Dalam Kamus Besar Bahasa Indonesia (online) kata Kesehatan yaitu keadaan sehat jasmani dan jiwa sementara kesempatan dari kata sempat berarti waktu; keluasan, peluang. Dari kedua kata tersebut nampak hubungan yang erat di antara keduanya, sebab kesehatan itu tak akan dapat difungsikan dengan baik sementara kesempatan tidak pernah diperoleh, demikian pula sebaliknya kesempatan tak berarti apa-apa tanpa ada kesehatan. Oleh sebab itu Rasulullah suci saw pernah bersabda dalam riwayat al-Bukhari (194-256 H) dari sahabat Ibn ‘Abbas (w. 68 H):
نعمتان مغبون فيهما كثير من الناس ، الصحة والفراغ
Artinya: “Dua nikmat, tertipu di dalamnya banyak dari manusia, (yaitu nikmat) kesehatan dan kesempatan”.

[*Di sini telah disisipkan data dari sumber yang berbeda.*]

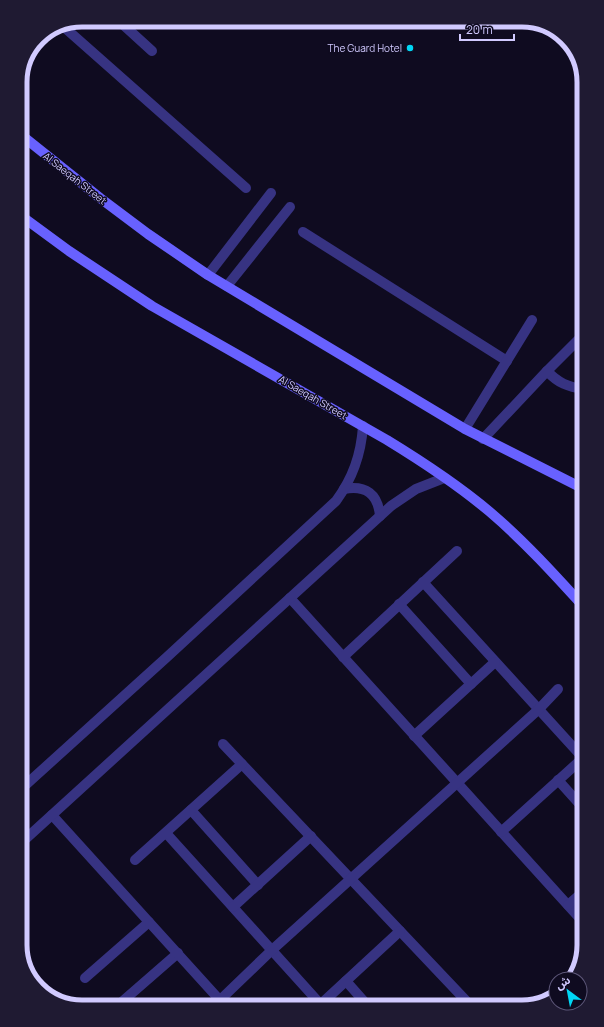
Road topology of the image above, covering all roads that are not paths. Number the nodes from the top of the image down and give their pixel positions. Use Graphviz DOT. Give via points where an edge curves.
graph roads {
  1 [pos="128,27"];
  2 [pos="67,29"];
  3 [pos="152,51"];
  4 [pos="27,140"];
  5 [pos="246,188"];
  6 [pos="271,193"];
  7 [pos="290,207"];
  8 [pos="27,219"];
  9 [pos="304,232"];
  10 [pos="208,275"];
  11 [pos="227,286"];
  12 [pos="532,320"];
  13 [pos="577,341"];
  14 [pos="507,361"];
  15 [pos="547,371"];
  16 [pos="577,387"];
  17 [pos="363,426"];
  18 [pos="465,429"];
  19 [pos="483,439"];
  20 [pos="444,478"];
  21 [pos="577,486"];
  22 [pos="344,489"];
  23 [pos="380,516"];
  24 [pos="457,551"];
  25 [pos="423,582"];
  26 [pos="290,598"];
  27 [pos="577,599"];
  28 [pos="399,604"];
  29 [pos="343,657"];
  30 [pos="495,662"];
  31 [pos="471,684"];
  32 [pos="558,689"];
  33 [pos="539,709"];
  34 [pos="414,736"];
  35 [pos="223,744"];
  36 [pos="577,750"];
  37 [pos="242,764"];
  38 [pos="577,764"];
  39 [pos="558,780"];
  40 [pos="457,783"];
  41 [pos="27,784"];
  42 [pos="577,801"];
  43 [pos="191,810"];
  44 [pos="52,815"];
  45 [pos="501,832"];
  46 [pos="166,833"];
  47 [pos="311,836"];
  48 [pos="27,838"];
  49 [pos="136,860"];
  50 [pos="351,878"];
  51 [pos="258,885"];
  52 [pos="577,897"];
  53 [pos="568,905"];
  54 [pos="233,907"];
  55 [pos="577,915"];
  56 [pos="149,922"];
  57 [pos="400,931"];
  58 [pos="272,950"];
  59 [pos="178,954"];
  60 [pos="85,978"];
  61 [pos="346,981"];
  62 [pos="124,1000"];
  63 [pos="220,1000"];
  64 [pos="226,1000"];
  65 [pos="317,1000"];
  66 [pos="327,1000"];
  67 [pos="363,1000"];
  68 [pos="465,1000"];
  1 -- 3 [label="street"];
  2 -- 5 [label="street"];
  4 -- 10 [label="street, Al Saeqah Street" via="112,207"];
  6 -- 10 [label="street"];
  7 -- 11 [label="street"];
  8 -- 17 [label="street, Al Saeqah Street" via="69,251 152,306"];
  9 -- 14 [label="street"];
  10 -- 11 [label="street, Al Saeqah Street"];
  11 -- 18 [label="street, Al Saeqah Street"];
  12 -- 14 [label="street"];
  13 -- 15 [label="street"];
  14 -- 18 [label="street"];
  15 -- 16 [label="street" via="554,379"];
  15 -- 19 [label="street"];
  17 -- 20 [label="street, Al Saeqah Street" via="423,462"];
  17 -- 22 [label="street" via="358,459"];
  18 -- 19 [label="street, Al Saeqah Street"];
  19 -- 21 [label="street, Al Saeqah Street"];
  20 -- 23 [label="street" via="416,489"];
  20 -- 27 [label="street, Al Saeqah Street" via="489,512 520,540"];
  22 -- 23 [label="street" via="362,488 370,493 376,499"];
  22 -- 41 [label="street" via="336,501"];
  23 -- 26 [label="street"];
  24 -- 25 [label="street"];
  25 -- 28 [label="street"];
  25 -- 30 [label="street"];
  26 -- 29 [label="street"];
  26 -- 44 [label="street"];
  28 -- 29 [label="street"];
  28 -- 31 [label="street"];
  29 -- 34 [label="street"];
  30 -- 31 [label="street"];
  30 -- 33 [label="street"];
  31 -- 34 [label="street"];
  32 -- 33 [label="street"];
  33 -- 36 [label="street"];
  33 -- 40 [label="street"];
  34 -- 40 [label="street"];
  35 -- 37 [label="street"];
  37 -- 43 [label="street"];
  37 -- 47 [label="street"];
  38 -- 39 [label="street"];
  39 -- 42 [label="street"];
  39 -- 45 [label="street"];
  40 -- 45 [label="street"];
  40 -- 50 [label="street"];
  43 -- 46 [label="street"];
  43 -- 51 [label="street"];
  44 -- 48 [label="street"];
  44 -- 56 [label="street"];
  45 -- 53 [label="street"];
  46 -- 49 [label="street"];
  46 -- 54 [label="street"];
  47 -- 50 [label="street"];
  47 -- 51 [label="street"];
  50 -- 57 [label="street"];
  50 -- 58 [label="street"];
  51 -- 54 [label="street"];
  52 -- 53 [label="street"];
  53 -- 55 [label="street"];
  54 -- 58 [label="street"];
  56 -- 59 [label="street"];
  56 -- 60 [label="street"];
  57 -- 61 [label="street"];
  57 -- 68 [label="street"];
  58 -- 64 [label="street"];
  58 -- 65 [label="street"];
  59 -- 62 [label="street"];
  59 -- 63 [label="street"];
  61 -- 66 [label="street"];
  61 -- 67 [label="street"];
}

Baik kesehatan maupun kesempatan pada diri setiap orang dianggap sebagai nikmat yaitu kondisi yang baik lantaran keduanya bila tidak digunakan sesuai proporsi saat memperolehnya maka sebenarnya mereka telah tertipu. Mengapa kata tertipu menjadi kata kunci dalam hadis tersebut ? Ibn Hajar (w. 852 H) dengan mengutip Ibn Jauziy (w. 597 H) mengilustrasikan keadaan manusia terkait kedua nikmat tersebut. Menurutnya terkadang mereka sehat namun tidak memiliki waktu yang kosong lantaran disibukkan dengan pekerjaan mencari nafkah. Ini juga berarti, kadang orang dalam keadaan sehat segar bugar namun belum memperoleh kesempatan memperoleh pekerjaan, menuntut ilmu, mengikuti acara tertentu meski ia telah berusaha.
Sementara terkadang yang lainnya telah sukses (jika kesuksesan diukur dengan kekayaan) yaitu memiliki harta yang banyak tetapi mereka dalam kondisi sakit sehingga tak dapat melakukan apa-apa sebab kekayaannya digunakan untuk biaya pengobatannya. Sayangnya saat kesehatan dan kesempatan telah ada dalam diri seseorang, banyak dari mereka bermalas-malasan bahkan enggan untuk berbuat kebaikan. Disinilah maksud dari kata tertipu dalam hadis ini. Baik kesehatan maupun kesempatan, keduanya dinilai sebagai harta pokok (رأس المال). Keberadaan keduanya bagi manusia merupakan dharuriy untuk kelangsungan hidup mereka. Adanya kesehatan secara tidak langsung membuka aneka peluang kesempatan bagi setiap orang, oleh sebab itu sebagian ulama menilai kenikmatan yang utama adalah kesehatan. Meski ada pula dua pendapat lainnya tentang iman dan atau hidup adalah kenikmatan utama (Fath al-Bariy).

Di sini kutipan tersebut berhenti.